New York landlords are attacking rent regulations in a new federal lawsuit, claiming that capping what they can charge tenants in rent is equivalent to an illegal taking of property.

Last month, housing advocates in New York celebrated sweeping new laws that established rent control permanently and extended tenant protections beyond just New York City, allowing cities throughout New York to opt into rent stabilization programs, which limit how much rent can be increased.

In New York City, those rent caps affect about 1 million apartments, and landlord groups say the regulations not only deprive them of income, but the rules also violate their constitutional rights.

The Community Housing Improvement Program, a trade group that represents 4,000 building owners, joined other landlord plaintiffs in the lawsuit arguing that rent stabilization laws "effect a physical taking of property in violation of the Constitution's Takings Clause," according to the suit, citing a clause of the Fifth Amendment.

The suit, filed in U.S. District Court in Brooklyn this week, is not asking for monetary damages, but instead seeks to have New York's new rent stabilization laws thrown out.

"The Rent Stabilization Laws, among other things, deprive property owners of a reasonable market return on their investment, devalue their properties, and upset their investment-backed expectations," wrote lawyer Reginald Goeke, who is representing the building owners and landlords.

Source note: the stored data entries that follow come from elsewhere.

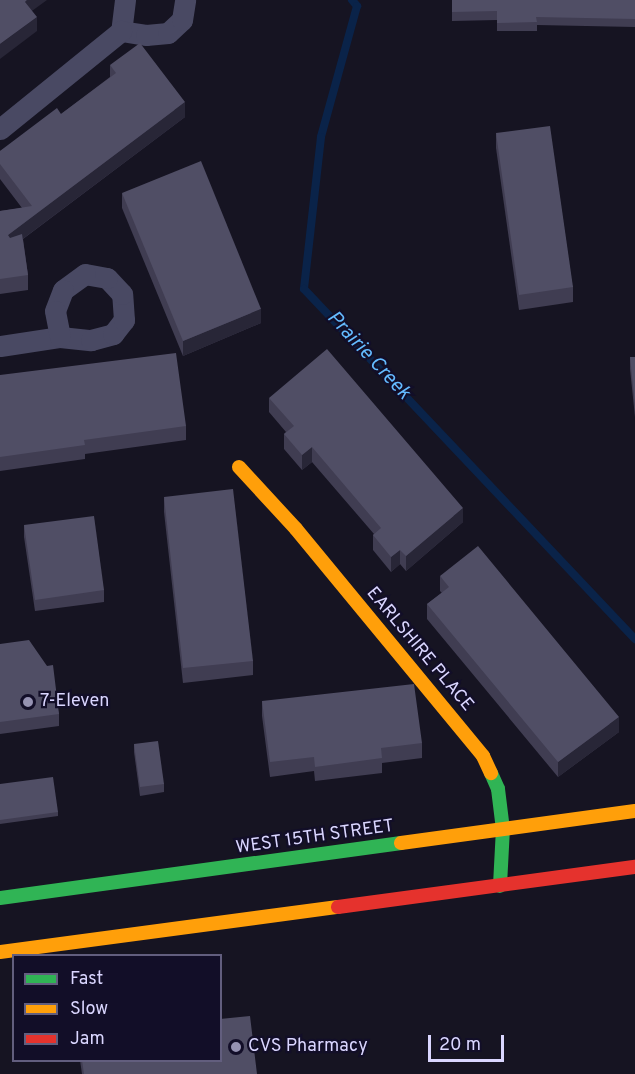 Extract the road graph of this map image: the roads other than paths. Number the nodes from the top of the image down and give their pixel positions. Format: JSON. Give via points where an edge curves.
{"nodes":[{"id":1,"x":125,"y":0,"type":"edge"},
{"id":2,"x":185,"y":0,"type":"edge"},
{"id":3,"x":121,"y":31,"type":"junction"},
{"id":4,"x":0,"y":129,"type":"edge"},
{"id":5,"x":60,"y":337,"type":"dead end"},
{"id":6,"x":0,"y":346,"type":"edge"},
{"id":7,"x":239,"y":466,"type":"dead end"},
{"id":8,"x":635,"y":811,"type":"edge"},
{"id":9,"x":503,"y":828,"type":"junction"},
{"id":10,"x":635,"y":867,"type":"edge"},
{"id":11,"x":500,"y":886,"type":"junction"},
{"id":12,"x":0,"y":898,"type":"edge"},
{"id":13,"x":0,"y":952,"type":"edge"}],
"edges":[{"from":1,"to":3,"type":"street"},
{"from":2,"to":3,"type":"street","via":[[182,20],[168,33]]},
{"from":3,"to":4,"type":"street"},
{"from":5,"to":6,"type":"street"},
{"from":7,"to":9,"type":"main road","name":"EARLSHIRE PLACE","via":[[296,529],[483,756],[498,789]]},
{"from":8,"to":9,"type":"main road","name":"WEST 15TH STREET"},
{"from":9,"to":11,"type":"main road","name":"EARLSHIRE PLACE"},
{"from":9,"to":12,"type":"main road","name":"WEST 15TH STREET"},
{"from":10,"to":11,"type":"main road"},
{"from":11,"to":13,"type":"main road"}]}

The suit says those who benefit the most from the rent rules are not cash-strapped, but rather, affluent residents in Manhattan. Because of this, the suit argues, the rent laws "cannot be justified" on the grounds that the regulations help stabilize the cost of living for low-income families.

According to the suit, the laws also encourage tenants to stay in their apartments for a long time, even when a family may need more space. As a consequence, rent stabilized units have low turnover and keep vacancy rates low, which usually means housing costs go up, the suit argues. Taken together, the rent laws are "arbitrary and irrational," the suit contends.

Courts have upheld rent stabilization laws in New York in recent years and the U.S. Supreme Court has affirmed the government's right to regulate rent going back to 1921, when the controls were put in place to combat the rising cost of housing.

Yet landlord advocacy groups argue the new court challenge may still have a chance of dismantling rent stabilization laws because, as they see it, the latest batch of New York rent rules are more extreme than past regulations.

Mike McKee, a tenant organizer with TenantsPAC, doesn't think so. He said the plaintiffs in the case are trying to defeat renter protections with an old argument that has a bad track record.

"They have a very weak argument. They have lost in court with this case for almost a hundred years," McKee told NPR. "These arguments haven't won again, again and again. It's not going to win this time either."

McKee said landlord complaints that the laws will crimp earnings have been overstated. "They're still going to make a profit, they just won't make as much as fast," McKee said.

Among the reforms in the the tenants' rights bill signed last month was a measure that eliminated a landlord's ability to take a unit out of stabilization based on a tenant's income. Such a change was necessary, McKee said, since thousands of rent stabilized units have been taken out of stabilization over the years.

McKee's opposition to the lawsuit is joined by New York Attorney General Letitia James, who said in a statement that her office is committed to defending the state's rent stabilization laws.

James said the tenant protections are "a critical step in reforming the state's broken rent regulation system — a system that bad-acting landlords have manipulated and controlled for far too long."

Rent control laws exist in cities around the country, including in New Jersey, California, Maryland and Washington, D.C. Earlier this year, Oregon became the first state to institute rent control statewide.

Copyright 2021 NPR. To see more, visit https://www.npr.org.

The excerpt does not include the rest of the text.